Work to complete: All entries below need to be written out exactly, but without their pictures.

══ Data shown

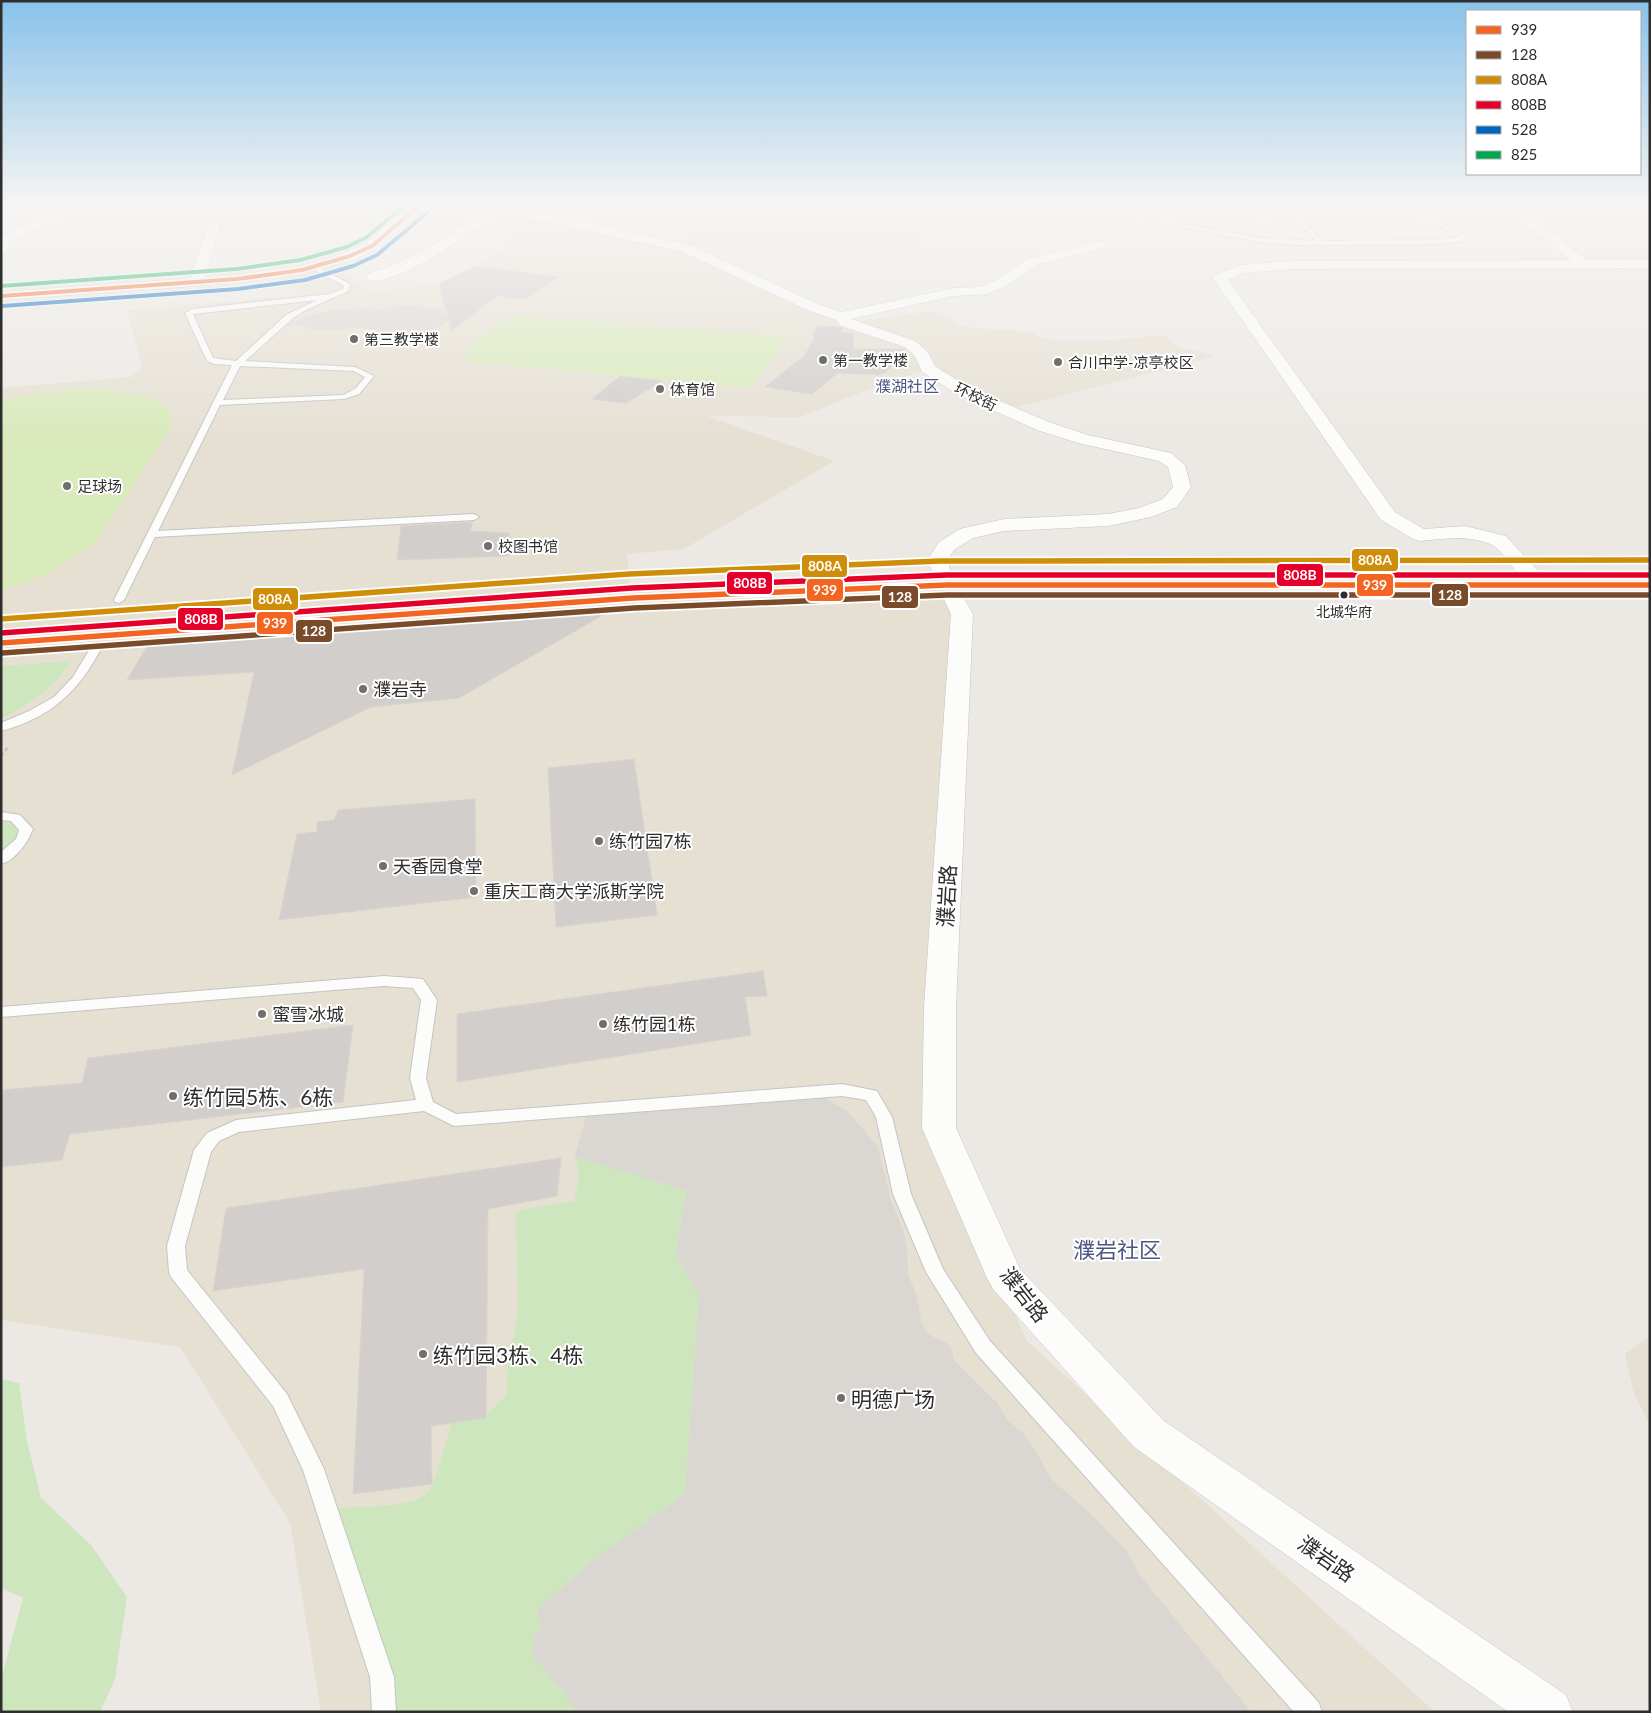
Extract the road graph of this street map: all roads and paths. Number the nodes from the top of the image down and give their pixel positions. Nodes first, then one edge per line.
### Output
1 (169, 284) edge
2 (347, 284) edge
3 (763, 284) edge
4 (998, 284) edge
5 (1224, 284) edge
6 (1, 296) edge
7 (333, 296) junction
8 (841, 317) junction
9 (236, 365) junction
10 (217, 404) junction
11 (474, 517) dead end
12 (152, 534) junction
13 (1528, 570) junction
14 (1650, 570) edge
15 (944, 578) junction
16 (1650, 585) edge
17 (119, 600) dead end
18 (1, 629) edge
19 (1, 643) edge
20 (95, 649) dead end
21 (1, 726) edge
22 (1, 816) edge
23 (1, 860) edge
24 (1, 1012) edge
25 (426, 1105) junction
26 (384, 1712) edge
27 (1310, 1712) edge
28 (1549, 1712) edge

1 - 6 street
2 - 7 lane
3 - 8 street, 环校街
4 - 8 street
5 - 13 street
7 - 9 lane
7 - 9 lane
8 - 15 street, 环校街
9 - 10 lane
9 - 10 lane
10 - 12 lane
11 - 12 lane
12 - 17 lane
13 - 14 main road
13 - 15 main road
15 - 16 main road
15 - 18 main road
15 - 19 main road
15 - 28 street, 濮岩路
20 - 21 lane
22 - 23 lane
24 - 25 lane
25 - 26 lane
25 - 27 lane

════

Exercise output:
Extract the road graph of this street map: all roads and paths. Number the nodes from the top of the image down and give their pixel positions. Nodes first, then one edge per line.
### Output
1 (169, 284) edge
2 (347, 284) edge
3 (763, 284) edge
4 (998, 284) edge
5 (1224, 284) edge
6 (1, 296) edge
7 (333, 296) junction
8 (841, 317) junction
9 (236, 365) junction
10 (217, 404) junction
11 (474, 517) dead end
12 (152, 534) junction
13 (1528, 570) junction
14 (1650, 570) edge
15 (944, 578) junction
16 (1650, 585) edge
17 (119, 600) dead end
18 (1, 629) edge
19 (1, 643) edge
20 (95, 649) dead end
21 (1, 726) edge
22 (1, 816) edge
23 (1, 860) edge
24 (1, 1012) edge
25 (426, 1105) junction
26 (384, 1712) edge
27 (1310, 1712) edge
28 (1549, 1712) edge

1 - 6 street
2 - 7 lane
3 - 8 street, 环校街
4 - 8 street
5 - 13 street
7 - 9 lane
7 - 9 lane
8 - 15 street, 环校街
9 - 10 lane
9 - 10 lane
10 - 12 lane
11 - 12 lane
12 - 17 lane
13 - 14 main road
13 - 15 main road
15 - 16 main road
15 - 18 main road
15 - 19 main road
15 - 28 street, 濮岩路
20 - 21 lane
22 - 23 lane
24 - 25 lane
25 - 26 lane
25 - 27 lane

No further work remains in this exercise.